TASK ITEM
Each line that contains the word "main" is to be copied from the records below.

(Entries taken from a collection)
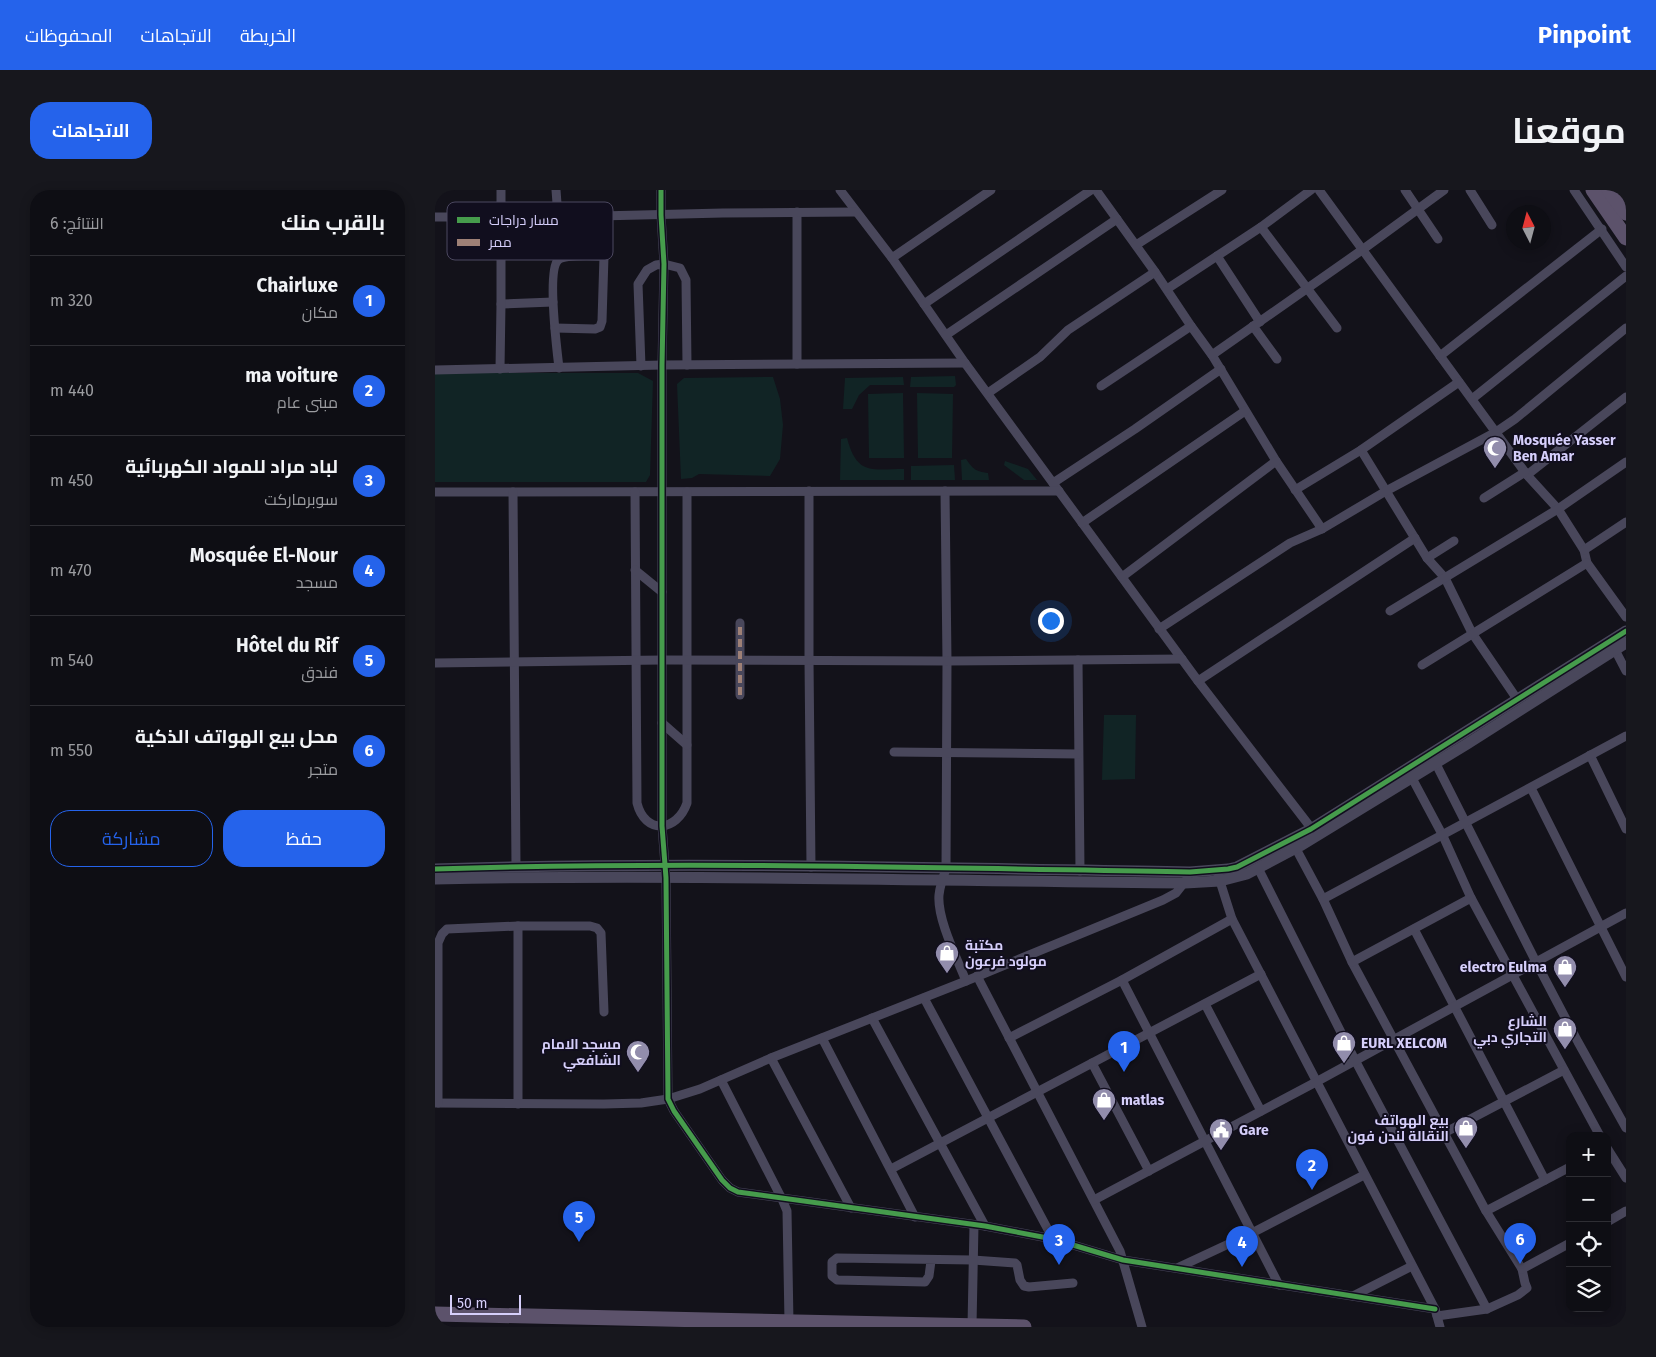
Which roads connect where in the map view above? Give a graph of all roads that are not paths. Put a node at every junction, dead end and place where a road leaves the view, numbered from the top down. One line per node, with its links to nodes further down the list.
1 (661, 190): 19 (street)
2 (840, 190): 17 (street)
3 (991, 190): 30 (street)
4 (1091, 190): 42 (street)
5 (1096, 190): 21 (street)
6 (1221, 190): 27 (street)
7 (1311, 190): 23 (street)
8 (1319, 190): 28 (street)
9 (1405, 190): 15 (street)
10 (1444, 190): 15 (street)
11 (1470, 190): 22 (street)
12 (1574, 190): 24 (street)
13 (1593, 190): 25 (main road)
14 (1609, 190): 18 (main road)
15 (1417, 208): 26 (street); 28 (street)
16 (797, 212): 17 (street); 19 (street); 53 (street)
17 (855, 212): 30 (street)
18 (1626, 214)
19 (661, 215): 20 (street); 34 (street)
20 (613, 216)
21 (1117, 219): 27 (street); 48 (street)
22 (1492, 225)
23 (1261, 227): 29 (street); 38 (street)
24 (1602, 229): 35 (street); 50 (street)
25 (1626, 238)
26 (1438, 239)
27 (1136, 245): 36 (street)
28 (1362, 250): 38 (street); 50 (street)
29 (1217, 256): 39 (street); 43 (street)
30 (892, 258): 42 (street)
31 (501, 260): 41 (street)
32 (558, 260): 40 (street)
33 (604, 260): 45 (street)
34 (664, 264): 54 (street); 55 (street); 56 (street)
35 (1626, 266)
36 (1155, 272): 39 (street); 63 (street)
37 (1626, 276): 65 (street)
38 (1307, 288): 43 (street); 46 (street)
39 (1167, 289): 44 (street)
40 (553, 302): 41 (street); 45 (street)
41 (501, 304): 58 (street)
42 (924, 304): 48 (street)
43 (1256, 324): 49 (street); 51 (street)
44 (1191, 326): 49 (street); 62 (street)
45 (555, 328): 57 (street)
46 (1337, 328)
47 (1626, 328): 67 (street)
48 (946, 336): 52 (street)
49 (1212, 355): 59 (street)
50 (1440, 356): 61 (street)
51 (1277, 359)
52 (965, 362): 53 (street); 63 (street)
53 (797, 364): 55 (street)
54 (662, 365): 55 (street); 56 (street); 80 (street)
55 (687, 365)
56 (641, 366): 57 (street)
57 (559, 368): 58 (street)
58 (499, 369): 60 (street)
59 (1221, 369): 66 (street); 72 (street)
60 (435, 370)
61 (1459, 382): 65 (street); 68 (street)
62 (1101, 386)
63 (988, 392): 72 (street)
64 (1626, 397): 71 (street)
65 (1471, 399): 67 (street)
66 (1245, 410): 69 (street); 86 (street)
67 (1496, 432): 71 (street); 76 (street)
68 (1361, 450): 73 (street); 76 (street)
69 (1276, 461): 73 (street); 94 (street)
70 (1626, 462): 84 (street)
71 (1526, 473): 83 (street); 84 (street)
72 (1053, 482): 75 (street)
73 (1295, 490): 87 (street)
74 (945, 491): 75 (street); 82 (street); 112 (street)
75 (1059, 491): 86 (street)
76 (1386, 491): 87 (street); 88 (street)
77 (435, 492): 78 (street)
78 (513, 492): 79 (street); 113 (street)
79 (635, 492): 80 (street); 93 (street)
80 (662, 492): 81 (street); 96 (street)
81 (687, 492): 82 (street); 107 (street)
82 (809, 492): 109 (street)
83 (1484, 498)
84 (1558, 509): 90 (street); 95 (street)
85 (1626, 522): 90 (street)
86 (1082, 523): 94 (street)
87 (1322, 529): 100 (street)
88 (1415, 538): 91 (street); 117 (street)
89 (1453, 541): 91 (street)
90 (1584, 550): 92 (street)
91 (1427, 558): 95 (street)
92 (1587, 563): 98 (street); 102 (street)
93 (635, 570): 96 (street); 111 (street)
94 (1122, 577): 100 (street)
95 (1445, 578): 97 (street); 102 (street)
96 (662, 592): 106 (street)
97 (1390, 611)
98 (1626, 617)
99 (740, 623): 108 (street)
100 (1159, 629): 105 (street)
101 (1626, 631): 104 (street)
102 (1472, 633): 115 (street); 119 (street)
103 (1626, 643): 104 (street)
104 (1613, 645): 116 (street); 119 (street); 127 (street)
105 (1182, 659): 110 (street); 117 (street)
106 (662, 660): 107 (street); 111 (street); 120 (street)
107 (687, 660): 108 (street); 122 (street)
108 (740, 660): 109 (street); 118 (street)
109 (809, 660): 112 (street); 137 (street)
110 (1078, 660): 112 (street); 125 (street)
111 (635, 661): 113 (street); 131 (street)
112 (947, 661): 124 (street)
113 (514, 663): 114 (street); 136 (street)
114 (435, 664)
115 (1422, 665)
116 (1626, 671)
117 (1197, 681): 133 (street)
118 (740, 694)
119 (1517, 699): 127 (street)
120 (662, 723): 122 (street); 131 (street)
121 (1626, 736): 126 (street)
122 (687, 745): 131 (street)
123 (893, 752): 124 (street)
124 (945, 754): 125 (street); 140 (street)
125 (1078, 754): 141 (street)
126 (1590, 755): 129 (street); 132 (street)
127 (1433, 758): 128 (street); 130 (street); 133 (street)
128 (1412, 778): 133 (street); 134 (street)
129 (1531, 788): 130 (street); 153 (street)
130 (1467, 823): 134 (street); 156 (street)
131 (661, 826): 142 (street)
132 (1626, 829)
133 (1314, 832): 135 (street)
134 (1443, 836): 148 (street); 149 (street)
135 (1293, 844): 138 (street); 144 (street); 149 (street)
136 (516, 866): 139 (street); 142 (street)
137 (811, 867): 140 (street); 142 (street)
138 (1258, 868): 144 (street); 173 (street)
139 (435, 869)
140 (946, 869): 141 (street); 146 (street)
141 (1080, 870): 143 (street)
142 (665, 872): 145 (street); 146 (street); 179 (street)
143 (1190, 872): 144 (street); 147 (street)
144 (1219, 876): 147 (street); 151 (street)
145 (435, 879)
146 (942, 881): 147 (street); 162 (street)
147 (1185, 883): 159 (street)
148 (1471, 898): 154 (street); 158 (street)
149 (1323, 899): 155 (street)
150 (1626, 913): 153 (street)
151 (1232, 919): 157 (street); 161 (street)
152 (518, 926): 166 (street); 181 (street); 182 (street)
153 (1600, 927): 156 (street); 160 (street)
154 (1414, 929): 155 (street); 165 (street)
155 (1352, 962): 171 (street)
156 (1536, 962): 158 (street); 185 (street)
157 (1261, 974): 164 (street); 177 (street)
158 (1511, 975): 165 (street); 175 (street)
159 (977, 976): 162 (street); 170 (street)
160 (1626, 977)
161 (1122, 980): 168 (street); 170 (street)
162 (965, 981): 163 (street)
163 (924, 998): 167 (street); 184 (street)
164 (1205, 1004): 168 (street); 183 (street)
165 (1455, 1006): 171 (street); 180 (street)
166 (604, 1012)
167 (872, 1018): 169 (street); 189 (street)
168 (1149, 1034): 174 (street); 188 (street)
169 (822, 1038): 172 (street); 191 (street)
170 (1009, 1038): 178 (street)
171 (1394, 1039): 173 (street); 187 (street)
172 (771, 1058): 176 (street); 199 (street)
173 (1355, 1060): 177 (street); 218 (street)
174 (1092, 1063): 178 (street); 193 (street)
175 (1564, 1070): 180 (street); 186 (street)
176 (721, 1080): 179 (street); 197 (street)
177 (1316, 1082): 183 (street); 194 (street)
178 (1037, 1092): 184 (street); 198 (street)
179 (667, 1099): 182 (street); 197 (street)
180 (1505, 1101): 187 (street); 196 (street)
181 (436, 1103): 182 (street)
182 (518, 1104)
183 (1261, 1111): 188 (street)
184 (988, 1118): 189 (street); 207 (street)
185 (1626, 1128)
186 (1598, 1132)
187 (1444, 1133): 200 (street)
188 (1204, 1141): 193 (street); 206 (street)
189 (939, 1143): 191 (street); 205 (street)
190 (1611, 1154): 195 (street)
191 (891, 1169): 202 (street)
192 (1566, 1169): 196 (street)
193 (1149, 1171): 198 (street)
194 (1364, 1175): 206 (street); 212 (street)
195 (1626, 1178)
196 (1545, 1180): 200 (street)
197 (782, 1199): 199 (street); 221 (street)
198 (1094, 1200): 210 (street)
199 (851, 1208): 202 (street)
200 (1486, 1210): 214 (street)
201 (1626, 1211): 203 (street)
202 (915, 1217): 204 (street)
203 (1611, 1220)
204 (974, 1225): 205 (street); 209 (street)
205 (985, 1226): 207 (street)
206 (1252, 1233): 213 (street); 216 (street)
207 (1053, 1239): 210 (street)
208 (1566, 1244): 214 (street)
209 (973, 1260): 211 (street); 215 (street); 222 (street)
210 (1123, 1260): 213 (street); 224 (street)
211 (931, 1261): 211 (street)
212 (1412, 1266): 217 (street); 219 (street)
213 (1177, 1268): 216 (street)
214 (1522, 1269): 218 (street)
215 (1073, 1283)
216 (1279, 1285): 217 (street)
217 (1353, 1296): 219 (street)
218 (1487, 1309): 219 (street)
219 (1436, 1313): 225 (street)
220 (435, 1314): 221 (main road)
221 (789, 1322): 222 (main road)
222 (972, 1326): 223 (main road)
223 (1024, 1327)
224 (1142, 1327)
225 (1440, 1327)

RESPONSE AREA
13 (1593, 190): 25 (main road)
14 (1609, 190): 18 (main road)
220 (435, 1314): 221 (main road)
221 (789, 1322): 222 (main road)
222 (972, 1326): 223 (main road)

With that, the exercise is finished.